Stored data entries
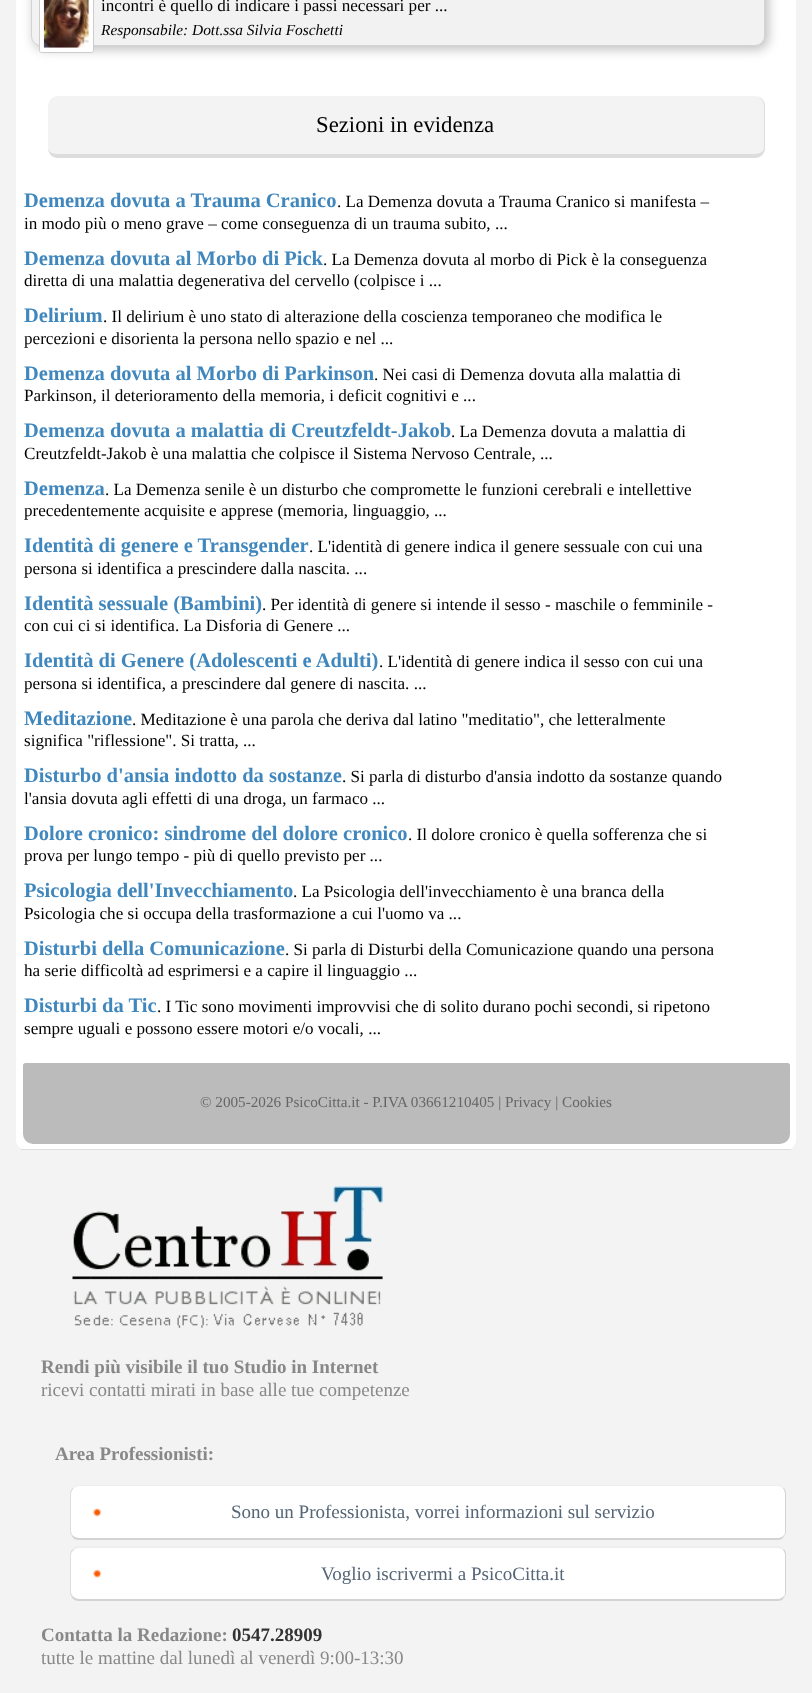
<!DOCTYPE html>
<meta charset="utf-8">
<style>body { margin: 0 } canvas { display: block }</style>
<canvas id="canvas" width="812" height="1693"></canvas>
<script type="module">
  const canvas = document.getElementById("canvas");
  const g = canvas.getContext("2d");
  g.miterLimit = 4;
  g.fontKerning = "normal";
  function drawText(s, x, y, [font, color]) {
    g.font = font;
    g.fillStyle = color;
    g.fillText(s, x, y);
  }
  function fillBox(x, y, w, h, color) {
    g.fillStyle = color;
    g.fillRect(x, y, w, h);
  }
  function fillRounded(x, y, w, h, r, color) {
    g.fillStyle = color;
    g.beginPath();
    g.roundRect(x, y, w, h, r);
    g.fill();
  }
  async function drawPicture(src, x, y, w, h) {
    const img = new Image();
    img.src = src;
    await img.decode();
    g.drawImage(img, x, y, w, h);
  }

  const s1 = ["17.1px Liberation Serif", "#000000"];
  const s2 = ["italic 15.4px Liberation Serif", "#000000"];
  const s3 = ["22.75px Liberation Serif", "#000000"];
  const s4 = ["bold 20.5px Liberation Serif", "#4087BD"];
  const s5 = ["15.2px Liberation Serif", "#666666"];
  const s6 = ["bold 19px Liberation Serif", "#888888"];
  const s7 = ["19px Liberation Serif", "#888888"];
  const s8 = ["19px Liberation Serif", "#556677"];
  const s9 = ["bold 19px Liberation Serif", "#333333"];

  fillBox(0, 0, 812, 1693, "#F3F3F3");
  fillRounded(16, -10, 780, 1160, 10, "#FFFFFF");
  fillBox(21, 1149, 770, 1, "#DDDDDD");
  g.fillStyle = "#BBBBBB";
  g.filter = "blur(6px)";
  g.beginPath();
  g.roundRect(34, -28, 734, 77, 10);
  g.fill();
  g.filter = "none";
  g.fillStyle = "#F2F2F2";
  g.beginPath();
  g.roundRect(31.5, -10.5, 733, 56, 9.5);
  g.fill();
  g.strokeStyle = "#D4D4D4";
  g.stroke();
  g.fillStyle = "#FFFFFF";
  g.beginPath();
  g.moveTo(44, -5.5);
  g.lineTo(89, -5.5);
  g.bezierCurveTo(91.5, -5.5, 93.5, -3.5, 93.5, -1);
  g.lineTo(93.5, 50.5);
  g.bezierCurveTo(93.5, 51.5, 92.5, 52.5, 91.5, 52.5);
  g.lineTo(41.5, 52.5);
  g.bezierCurveTo(40.5, 52.5, 39.5, 51.5, 39.5, 50.5);
  g.lineTo(39.5, -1);
  g.bezierCurveTo(39.5, -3.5, 41.5, -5.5, 44, -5.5);
  g.closePath();
  g.fill();
  g.strokeStyle = "#CCCCCC";
  g.stroke();
  await drawPicture("pic1.png", 43, 0, 46, 48);
  drawText("incontri è quello di indicare i passi necessari per ...", 101, 11, s1);
  drawText("Responsabile: Dott.ssa Silvia Foschetti", 101, 35, s2);
  fillRounded(48, 96, 717, 62, 10, "#F3F3F3");
  g.fillStyle = "#DDDDDD";
  g.beginPath();
  g.moveTo(58, 96);
  g.lineTo(755, 96);
  g.bezierCurveTo(761, 96, 765, 101, 765, 106);
  g.lineTo(765, 148);
  g.bezierCurveTo(765, 153, 761, 158, 755, 158);
  g.lineTo(58, 158);
  g.bezierCurveTo(52, 158, 48, 153, 48, 148);
  g.lineTo(48, 106);
  g.bezierCurveTo(48, 101, 52, 96, 58, 96);
  g.closePath();
  g.moveTo(58, 96);
  g.lineTo(755, 96);
  g.bezierCurveTo(760, 96, 764, 101, 764, 106);
  g.lineTo(764, 148);
  g.bezierCurveTo(764, 151, 760, 154, 755, 154);
  g.lineTo(58, 154);
  g.bezierCurveTo(52, 154, 48, 151, 48, 148);
  g.lineTo(48, 106);
  g.bezierCurveTo(48, 101, 52, 96, 58, 96);
  g.closePath();
  g.fill("evenodd");
  drawText("Sezioni in evidenza", 316, 132, s3);
  drawText("Demenza dovuta a Trauma Cranico", 24, 207, s4);
  drawText(". La Demenza dovuta a Trauma Cranico si manifesta –", 337, 207, s1);
  drawText("in modo più o meno grave – come conseguenza di un trauma subito, ...", 24, 229, s1);
  drawText("Demenza dovuta al Morbo di Pick", 24, 265, s4);
  drawText(". La Demenza dovuta al morbo di Pick è la conseguenza", 323, 265, s1);
  drawText("diretta di una malattia degenerativa del cervello (colpisce i ...", 24, 286, s1);
  drawText("Delirium", 24, 322, s4);
  drawText(". Il delirium è uno stato di alterazione della coscienza temporaneo che modifica le", 103, 322, s1);
  drawText("percezioni e disorienta la persona nello spazio e nel ...", 24, 344, s1);
  drawText("Demenza dovuta al Morbo di Parkinson", 24, 380, s4);
  drawText(". Nei casi di Demenza dovuta alla malattia di", 374, 380, s1);
  drawText("Parkinson, il deterioramento della memoria, i deficit cognitivi e ...", 24, 401, s1);
  drawText("Demenza dovuta a malattia di Creutzfeldt-Jakob", 24, 437, s4);
  drawText(". La Demenza dovuta a malattia di", 451, 437, s1);
  drawText("Creutzfeldt-Jakob è una malattia che colpisce il Sistema Nervoso Centrale, ...", 24, 459, s1);
  drawText("Demenza", 24, 495, s4);
  drawText(". La Demenza senile è un disturbo che compromette le funzioni cerebrali e intellettive", 105, 495, s1);
  drawText("precedentemente acquisite e apprese (memoria, linguaggio, ...", 24, 516, s1);
  drawText("Identità di genere e Transgender", 24, 552, s4);
  drawText(". L'identità di genere indica il genere sessuale con cui una", 309, 552, s1);
  drawText("persona si identifica a prescindere dalla nascita. ...", 24, 574, s1);
  drawText("Identità sessuale (Bambini)", 24, 610, s4);
  drawText(". Per identità di genere si intende il sesso - maschile o femminile -", 262, 610, s1);
  drawText("con cui ci si identifica. La Disforia di Genere ...", 24, 631, s1);
  drawText("Identità di Genere (Adolescenti e Adulti)", 24, 667, s4);
  drawText(". L'identità di genere indica il sesso con cui una", 379, 667, s1);
  drawText("persona si identifica, a prescindere dal genere di nascita. ...", 24, 689, s1);
  drawText("Meditazione", 24, 725, s4);
  drawText(". Meditazione è una parola che deriva dal latino \"meditatio\", che letteralmente", 132, 725, s1);
  drawText("significa \"riflessione\". Si tratta, ...", 24, 746, s1);
  drawText("Disturbo d'ansia indotto da sostanze", 24, 782, s4);
  drawText(". Si parla di disturbo d'ansia indotto da sostanze quando", 342, 782, s1);
  drawText("l'ansia dovuta agli effetti di una droga, un farmaco ...", 24, 804, s1);
  drawText("Dolore cronico: sindrome del dolore cronico", 24, 840, s4);
  drawText(". Il dolore cronico è quella sofferenza che si", 408, 840, s1);
  drawText("prova per lungo tempo - più di quello previsto per ...", 24, 861, s1);
  drawText("Psicologia dell'Invecchiamento", 24, 897, s4);
  drawText(". La Psicologia dell'invecchiamento è una branca della", 293, 897, s1);
  drawText("Psicologia che si occupa della trasformazione a cui l'uomo va ...", 24, 919, s1);
  drawText("Disturbi della Comunicazione", 24, 955, s4);
  drawText(". Si parla di Disturbi della Comunicazione quando una persona", 285, 955, s1);
  drawText("ha serie difficoltà ad esprimersi e a capire il linguaggio ...", 24, 976, s1);
  drawText("Disturbi da Tic", 24, 1012, s4);
  drawText(". I Tic sono movimenti improvvisi che di solito durano pochi secondi, si ripetono", 157, 1012, s1);
  drawText("sempre uguali e possono essere motori e/o vocali, ...", 24, 1034, s1);
  g.fillStyle = "#BBBBBB";
  g.beginPath();
  g.roundRect(23, 1063, 767, 81, [2.5, 2.5, 10, 10]);
  g.fill();
  drawText("© 2005-2026 PsicoCitta.it - P.IVA 03661210405 | Privacy | Cookies", 200, 1107, s5);
  await drawPicture("pic2.png", 72, 1186, 311, 142);
  drawText("Rendi più visibile il tuo Studio in Internet", 41, 1373, s6);
  drawText("ricevi contatti mirati in base alle tue competenze", 41, 1396, s7);
  drawText("Area Professionisti:", 55, 1460, s6);
  g.fillStyle = "#FFFFFF";
  g.beginPath();
  g.moveTo(79, 1486);
  g.lineTo(778, 1486);
  g.bezierCurveTo(782, 1486, 785, 1490, 785, 1494);
  g.lineTo(785, 1531);
  g.bezierCurveTo(785, 1535, 782, 1538, 778, 1538);
  g.lineTo(79, 1538);
  g.bezierCurveTo(75, 1538, 71, 1535, 71, 1531);
  g.lineTo(71, 1494);
  g.bezierCurveTo(71, 1490, 75, 1486, 79, 1486);
  g.closePath();
  g.fill();
  await drawPicture("pic3.png", 92, 1508, 10, 9);
  g.fillStyle = "#EEEEEE";
  g.beginPath();
  g.moveTo(79, 1485);
  g.bezierCurveTo(76, 1485, 74, 1486, 73, 1488);
  g.lineTo(74, 1488);
  g.bezierCurveTo(75, 1487, 77, 1486, 79, 1486);
  g.lineTo(778, 1486);
  g.bezierCurveTo(780, 1486, 782, 1487, 783, 1488);
  g.lineTo(784, 1488);
  g.bezierCurveTo(782, 1486, 780, 1485, 778, 1485);
  g.closePath();
  g.fill();
  g.fillStyle = "#D3D3D3";
  g.beginPath();
  g.moveTo(784, 1488);
  g.bezierCurveTo(785, 1489, 786, 1492, 786, 1494);
  g.lineTo(786, 1531);
  g.bezierCurveTo(786, 1533, 785, 1535, 784, 1536);
  g.lineTo(784, 1535);
  g.bezierCurveTo(785, 1534, 785, 1533, 785, 1531);
  g.lineTo(785, 1494);
  g.bezierCurveTo(785, 1492, 784, 1490, 783, 1488);
  g.closePath();
  g.fill();
  g.beginPath();
  g.moveTo(79, 1540);
  g.lineTo(778, 1540);
  g.bezierCurveTo(780, 1540, 783, 1539, 784, 1536);
  g.lineTo(784, 1535);
  g.bezierCurveTo(783, 1537, 780, 1538, 778, 1538);
  g.lineTo(79, 1538);
  g.bezierCurveTo(77, 1538, 74, 1537, 72, 1535);
  g.lineTo(72, 1536);
  g.bezierCurveTo(73, 1539, 76, 1540, 79, 1540);
  g.closePath();
  g.fill();
  g.fillStyle = "#DDDDDD";
  g.beginPath();
  g.moveTo(70, 1494);
  g.lineTo(70, 1531);
  g.bezierCurveTo(70, 1533, 71, 1535, 72, 1536);
  g.lineTo(72, 1535);
  g.bezierCurveTo(72, 1534, 71, 1533, 71, 1531);
  g.lineTo(71, 1494);
  g.bezierCurveTo(71, 1492, 72, 1490, 74, 1488);
  g.lineTo(73, 1488);
  g.bezierCurveTo(71, 1489, 70, 1492, 70, 1494);
  g.closePath();
  g.fill();
  drawText("Sono un Professionista, vorrei informazioni sul servizio", 231, 1518, s8);
  g.fillStyle = "#FFFFFF";
  g.beginPath();
  g.moveTo(79, 1548);
  g.lineTo(778, 1548);
  g.bezierCurveTo(782, 1548, 785, 1551, 785, 1555);
  g.lineTo(785, 1592);
  g.bezierCurveTo(785, 1596, 782, 1599, 778, 1599);
  g.lineTo(79, 1599);
  g.bezierCurveTo(75, 1599, 71, 1596, 71, 1592);
  g.lineTo(71, 1555);
  g.bezierCurveTo(71, 1551, 75, 1548, 79, 1548);
  g.closePath();
  g.fill();
  await drawPicture("pic4.png", 92, 1569, 10, 9);
  g.fillStyle = "#EEEEEE";
  g.beginPath();
  g.moveTo(79, 1548);
  g.bezierCurveTo(77, 1548, 75, 1549, 74, 1550);
  g.lineTo(73, 1549);
  g.bezierCurveTo(74, 1548, 75, 1547, 77, 1546);
  g.lineTo(780, 1546);
  g.bezierCurveTo(781, 1547, 783, 1548, 784, 1549);
  g.lineTo(783, 1550);
  g.bezierCurveTo(782, 1549, 780, 1548, 778, 1548);
  g.closePath();
  g.fill();
  g.fillStyle = "#D3D3D3";
  g.beginPath();
  g.moveTo(784, 1549);
  g.bezierCurveTo(785, 1550, 786, 1553, 786, 1555);
  g.lineTo(786, 1592);
  g.bezierCurveTo(786, 1594, 785, 1596, 784, 1597);
  g.lineTo(784, 1596);
  g.bezierCurveTo(785, 1595, 785, 1594, 785, 1592);
  g.lineTo(785, 1555);
  g.bezierCurveTo(785, 1553, 784, 1551, 783, 1550);
  g.closePath();
  g.fill();
  g.beginPath();
  g.moveTo(784, 1597);
  g.bezierCurveTo(783, 1600, 780, 1601, 778, 1601);
  g.lineTo(79, 1601);
  g.bezierCurveTo(76, 1601, 74, 1600, 72, 1598);
  g.lineTo(73, 1596);
  g.bezierCurveTo(74, 1598, 77, 1599, 79, 1599);
  g.lineTo(778, 1599);
  g.bezierCurveTo(780, 1599, 782, 1598, 784, 1596);
  g.closePath();
  g.fill();
  g.fillStyle = "#DDDDDD";
  g.beginPath();
  g.moveTo(70, 1555);
  g.lineTo(70, 1592);
  g.bezierCurveTo(70, 1594, 71, 1596, 72, 1598);
  g.lineTo(73, 1596);
  g.bezierCurveTo(72, 1595, 71, 1594, 71, 1592);
  g.lineTo(71, 1555);
  g.bezierCurveTo(71, 1553, 72, 1551, 74, 1550);
  g.lineTo(73, 1549);
  g.bezierCurveTo(71, 1550, 70, 1553, 70, 1555);
  g.closePath();
  g.fill();
  drawText("Voglio iscrivermi a PsicoCitta.it", 321, 1580, s8);
  drawText("Contatta la Redazione:", 41, 1641, s6);
  drawText("0547.28909", 232, 1641, s9);
  drawText("tutte le mattine dal lunedì al venerdì 9:00-13:30", 41, 1664, s7);
</script>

:: Task details ::
Pictures are to be dropped; the lines from the start of the entries above through the line with "g.roundRect(x, y, w, h, r);" are to be given again verbatim.

:: Written solution ::
<!DOCTYPE html>
<meta charset="utf-8">
<style>body { margin: 0 } canvas { display: block }</style>
<canvas id="canvas" width="812" height="1693"></canvas>
<script type="module">
  const canvas = document.getElementById("canvas");
  const g = canvas.getContext("2d");
  g.miterLimit = 4;
  g.fontKerning = "normal";
  function drawText(s, x, y, [font, color]) {
    g.font = font;
    g.fillStyle = color;
    g.fillText(s, x, y);
  }
  function fillBox(x, y, w, h, color) {
    g.fillStyle = color;
    g.fillRect(x, y, w, h);
  }
  function fillRounded(x, y, w, h, r, color) {
    g.fillStyle = color;
    g.beginPath();
    g.roundRect(x, y, w, h, r);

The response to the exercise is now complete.